Ces nouveaux arrivants vont bien évidemment bouleverser le paysage du notariat, et il est naturel que les offices existants aient des craintes. « Bien sûr que ces installations vont changer l’environnement concurrentiel des notaires, confirme Jean-Charles Persico. Mais je crois que ce n’est pas nécessairement au niveau de l’exploitation, de l’exercice du métier ou des revenus que cela va changer, mais surtout sur la valeur patrimoniale de l’étude, qui n’aura pas la même valeur dans un secteur où la concurrence est libre. » Mais les premières responsables, selon lui, sont d’abord les institutions. « La réforme Macron intervient après quinze ou vingt ans de rapports qui annonçaient cette situation. La profession aurait dû anticiper et, comme les experts-comptables, avoir ainsi la capacité d’ouvrir et de maitriser l’ouverture. »

Le risque serait de s’enliser dans une guerre intestine qui pourrait nuire à la profession plutôt que la préserver. Fidèle partenaire du notariat, la Caisse des Dépôts entend, en accompagnement des instances professionnelles contribuer à maintenir une certaine cohérence au sein de la profession (les rapports entre installés et nouveaux arrivants).
« L’accompagnement de la Caisse des Dépôts ne concernera pas uniquement l’installation des nouveaux notaires, mais consistera également à trouver comment faire coexister les notaires existants et les nouveaux, explique Elisabeth Viola, directrice des services bancaires de la Caisse des Dépôts. La création de mille offices en deux ans aura forcément des impacts sur les études, urbaines comme rurales, mais ces nouvelles installations ne doivent pas mettre à mal la solidarité entre les notaires et mener à une confrontation stérile. Il ne faut pas se tromper de combat. »

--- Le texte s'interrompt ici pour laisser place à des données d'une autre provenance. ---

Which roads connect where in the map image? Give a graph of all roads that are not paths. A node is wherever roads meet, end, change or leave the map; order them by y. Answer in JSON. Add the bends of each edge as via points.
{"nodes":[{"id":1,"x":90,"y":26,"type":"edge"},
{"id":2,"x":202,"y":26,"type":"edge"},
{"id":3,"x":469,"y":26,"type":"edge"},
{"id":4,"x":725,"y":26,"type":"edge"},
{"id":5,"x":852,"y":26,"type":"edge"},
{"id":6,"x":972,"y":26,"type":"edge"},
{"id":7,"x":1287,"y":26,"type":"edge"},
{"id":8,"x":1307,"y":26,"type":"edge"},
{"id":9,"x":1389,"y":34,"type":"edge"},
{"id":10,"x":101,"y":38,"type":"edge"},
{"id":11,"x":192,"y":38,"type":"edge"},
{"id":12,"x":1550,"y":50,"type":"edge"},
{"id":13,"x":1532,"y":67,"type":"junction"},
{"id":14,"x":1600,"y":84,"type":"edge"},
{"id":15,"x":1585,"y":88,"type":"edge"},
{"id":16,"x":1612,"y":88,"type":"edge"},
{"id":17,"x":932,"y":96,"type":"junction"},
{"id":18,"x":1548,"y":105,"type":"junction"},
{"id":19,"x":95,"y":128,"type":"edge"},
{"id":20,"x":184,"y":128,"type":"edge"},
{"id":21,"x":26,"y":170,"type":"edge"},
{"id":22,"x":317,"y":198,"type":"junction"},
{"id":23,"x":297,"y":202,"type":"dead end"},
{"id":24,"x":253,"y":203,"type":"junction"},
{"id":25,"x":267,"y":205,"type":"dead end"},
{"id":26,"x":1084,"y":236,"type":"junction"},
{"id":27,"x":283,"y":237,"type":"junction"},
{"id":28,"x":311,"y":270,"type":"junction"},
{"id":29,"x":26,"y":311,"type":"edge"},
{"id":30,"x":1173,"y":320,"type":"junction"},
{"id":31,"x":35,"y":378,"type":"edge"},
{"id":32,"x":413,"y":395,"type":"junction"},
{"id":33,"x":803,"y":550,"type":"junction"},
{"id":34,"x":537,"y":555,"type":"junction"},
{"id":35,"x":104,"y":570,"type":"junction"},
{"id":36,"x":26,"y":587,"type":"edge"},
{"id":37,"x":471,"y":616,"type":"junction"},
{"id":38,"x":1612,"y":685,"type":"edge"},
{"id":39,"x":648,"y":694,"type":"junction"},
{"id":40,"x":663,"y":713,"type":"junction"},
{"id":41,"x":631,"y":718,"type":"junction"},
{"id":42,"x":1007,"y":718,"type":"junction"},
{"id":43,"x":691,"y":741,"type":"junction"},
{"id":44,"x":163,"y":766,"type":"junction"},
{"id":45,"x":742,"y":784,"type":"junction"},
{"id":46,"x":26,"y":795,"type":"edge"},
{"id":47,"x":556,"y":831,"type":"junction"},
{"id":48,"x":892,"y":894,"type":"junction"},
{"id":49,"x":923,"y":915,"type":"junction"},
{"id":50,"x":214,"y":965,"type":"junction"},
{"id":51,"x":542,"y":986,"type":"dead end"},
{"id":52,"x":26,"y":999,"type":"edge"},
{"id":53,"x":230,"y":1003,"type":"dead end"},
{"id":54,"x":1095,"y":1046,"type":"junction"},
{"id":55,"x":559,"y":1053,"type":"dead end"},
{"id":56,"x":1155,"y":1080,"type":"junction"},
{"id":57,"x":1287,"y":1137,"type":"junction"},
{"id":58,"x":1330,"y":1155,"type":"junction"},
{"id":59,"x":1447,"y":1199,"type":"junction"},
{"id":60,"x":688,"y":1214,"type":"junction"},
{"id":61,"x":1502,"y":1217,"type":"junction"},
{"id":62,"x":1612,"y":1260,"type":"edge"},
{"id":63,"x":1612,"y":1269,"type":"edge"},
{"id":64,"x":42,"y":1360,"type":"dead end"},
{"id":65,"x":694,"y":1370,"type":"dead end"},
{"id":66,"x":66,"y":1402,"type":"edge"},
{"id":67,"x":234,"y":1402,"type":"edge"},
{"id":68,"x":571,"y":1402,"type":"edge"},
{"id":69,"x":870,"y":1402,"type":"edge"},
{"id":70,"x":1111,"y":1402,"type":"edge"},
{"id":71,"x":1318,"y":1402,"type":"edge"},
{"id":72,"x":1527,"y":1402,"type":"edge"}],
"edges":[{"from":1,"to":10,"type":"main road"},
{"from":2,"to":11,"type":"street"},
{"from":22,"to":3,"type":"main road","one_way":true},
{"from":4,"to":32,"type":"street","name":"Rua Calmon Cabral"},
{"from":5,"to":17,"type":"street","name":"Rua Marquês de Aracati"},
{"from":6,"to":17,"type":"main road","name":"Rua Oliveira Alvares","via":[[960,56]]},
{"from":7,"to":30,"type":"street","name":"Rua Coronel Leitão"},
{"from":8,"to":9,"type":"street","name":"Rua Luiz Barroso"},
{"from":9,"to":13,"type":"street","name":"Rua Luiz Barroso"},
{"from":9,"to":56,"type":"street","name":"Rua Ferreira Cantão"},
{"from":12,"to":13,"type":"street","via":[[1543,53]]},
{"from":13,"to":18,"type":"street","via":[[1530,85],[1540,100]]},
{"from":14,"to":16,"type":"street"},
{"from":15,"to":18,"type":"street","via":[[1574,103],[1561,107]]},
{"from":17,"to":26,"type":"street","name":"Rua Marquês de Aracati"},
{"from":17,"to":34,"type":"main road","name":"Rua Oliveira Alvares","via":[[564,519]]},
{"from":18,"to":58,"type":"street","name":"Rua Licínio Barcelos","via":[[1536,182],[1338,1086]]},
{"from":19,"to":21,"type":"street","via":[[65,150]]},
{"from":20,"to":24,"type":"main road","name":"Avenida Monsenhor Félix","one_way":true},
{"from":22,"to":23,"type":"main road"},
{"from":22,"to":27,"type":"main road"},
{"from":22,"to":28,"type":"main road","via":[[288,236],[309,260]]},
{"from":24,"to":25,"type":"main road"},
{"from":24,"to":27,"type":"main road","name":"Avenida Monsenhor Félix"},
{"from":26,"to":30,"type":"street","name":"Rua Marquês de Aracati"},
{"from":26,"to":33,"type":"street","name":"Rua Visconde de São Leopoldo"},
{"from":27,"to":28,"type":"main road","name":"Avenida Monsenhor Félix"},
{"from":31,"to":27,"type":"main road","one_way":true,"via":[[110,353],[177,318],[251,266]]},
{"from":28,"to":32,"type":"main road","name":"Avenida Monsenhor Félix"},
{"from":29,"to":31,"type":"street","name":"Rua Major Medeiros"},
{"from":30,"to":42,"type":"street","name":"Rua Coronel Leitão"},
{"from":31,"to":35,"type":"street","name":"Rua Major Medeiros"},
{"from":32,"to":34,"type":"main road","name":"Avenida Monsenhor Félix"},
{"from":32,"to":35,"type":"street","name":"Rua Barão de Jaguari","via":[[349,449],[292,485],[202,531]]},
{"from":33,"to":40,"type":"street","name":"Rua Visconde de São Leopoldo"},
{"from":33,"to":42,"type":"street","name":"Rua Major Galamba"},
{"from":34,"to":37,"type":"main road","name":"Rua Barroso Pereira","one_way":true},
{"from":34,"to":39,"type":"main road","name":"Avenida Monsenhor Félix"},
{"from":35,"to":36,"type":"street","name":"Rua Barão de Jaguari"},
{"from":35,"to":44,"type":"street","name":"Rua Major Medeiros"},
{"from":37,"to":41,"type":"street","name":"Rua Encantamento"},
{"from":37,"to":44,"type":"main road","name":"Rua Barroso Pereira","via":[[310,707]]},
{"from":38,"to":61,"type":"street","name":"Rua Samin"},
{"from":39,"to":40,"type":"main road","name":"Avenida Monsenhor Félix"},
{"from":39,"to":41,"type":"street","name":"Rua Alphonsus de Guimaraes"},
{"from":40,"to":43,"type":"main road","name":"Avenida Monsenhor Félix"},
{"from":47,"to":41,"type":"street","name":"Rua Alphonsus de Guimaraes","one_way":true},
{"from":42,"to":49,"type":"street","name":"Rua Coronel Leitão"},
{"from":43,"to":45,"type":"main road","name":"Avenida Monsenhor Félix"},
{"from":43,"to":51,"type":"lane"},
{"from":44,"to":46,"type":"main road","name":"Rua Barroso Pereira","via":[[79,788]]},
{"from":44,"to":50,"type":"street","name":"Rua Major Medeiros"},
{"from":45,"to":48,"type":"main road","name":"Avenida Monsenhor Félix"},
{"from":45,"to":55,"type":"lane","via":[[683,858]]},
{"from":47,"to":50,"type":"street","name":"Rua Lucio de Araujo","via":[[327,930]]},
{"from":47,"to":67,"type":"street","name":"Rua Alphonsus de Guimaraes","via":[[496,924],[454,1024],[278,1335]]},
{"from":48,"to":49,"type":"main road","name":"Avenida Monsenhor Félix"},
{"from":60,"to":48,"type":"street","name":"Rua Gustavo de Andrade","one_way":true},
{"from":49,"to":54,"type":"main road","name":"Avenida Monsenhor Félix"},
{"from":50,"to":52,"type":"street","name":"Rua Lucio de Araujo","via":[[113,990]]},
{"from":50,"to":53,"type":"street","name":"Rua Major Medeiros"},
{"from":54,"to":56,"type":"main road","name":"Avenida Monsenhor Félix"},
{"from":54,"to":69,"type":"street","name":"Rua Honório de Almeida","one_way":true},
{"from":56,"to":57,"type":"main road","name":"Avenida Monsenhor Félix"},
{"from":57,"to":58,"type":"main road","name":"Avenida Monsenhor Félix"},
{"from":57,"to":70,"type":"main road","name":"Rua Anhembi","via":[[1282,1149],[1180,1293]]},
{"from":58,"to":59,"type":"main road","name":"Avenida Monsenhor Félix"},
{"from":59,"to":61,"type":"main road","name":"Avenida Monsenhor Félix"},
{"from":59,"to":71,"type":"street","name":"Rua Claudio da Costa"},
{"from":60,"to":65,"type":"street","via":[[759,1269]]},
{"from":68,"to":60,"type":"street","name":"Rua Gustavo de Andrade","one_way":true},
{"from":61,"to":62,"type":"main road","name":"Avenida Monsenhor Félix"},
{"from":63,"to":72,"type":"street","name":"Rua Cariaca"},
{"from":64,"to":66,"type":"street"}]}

Depuis septembre 2016, la CDC propose de nouvelles solutions d’accompagnement aux futurs notaires suite à la suspension du cautionnement ANC. Une décision « inspirée par la prudence » selon un communiqué de l’ancien président du CSN Pierre-Luc Vogel. « Il ne nous a pas paru raisonnable de faire supporter par la communauté des notaires le risque accru de défaillance que chacun redoute pour ceux qui entendront bénéficier de la liberté d’installation. »
« L’ANC ayant pris cette décision, nous devons trouver des solutions qui permettront à ceux qui n’ont pas de patrimoine de pouvoir s’installer et mener une réflexion sur les garanties, explique Elisabeth Viola. Pour l’instant, la Caisse des Dépôts a proposé des prêts sur l’installation avec des garanties classiques, réelles ou personnelles, voire sans garantie s’il n’y a pas d’autres possibilités et suivant la qualité du dossier. »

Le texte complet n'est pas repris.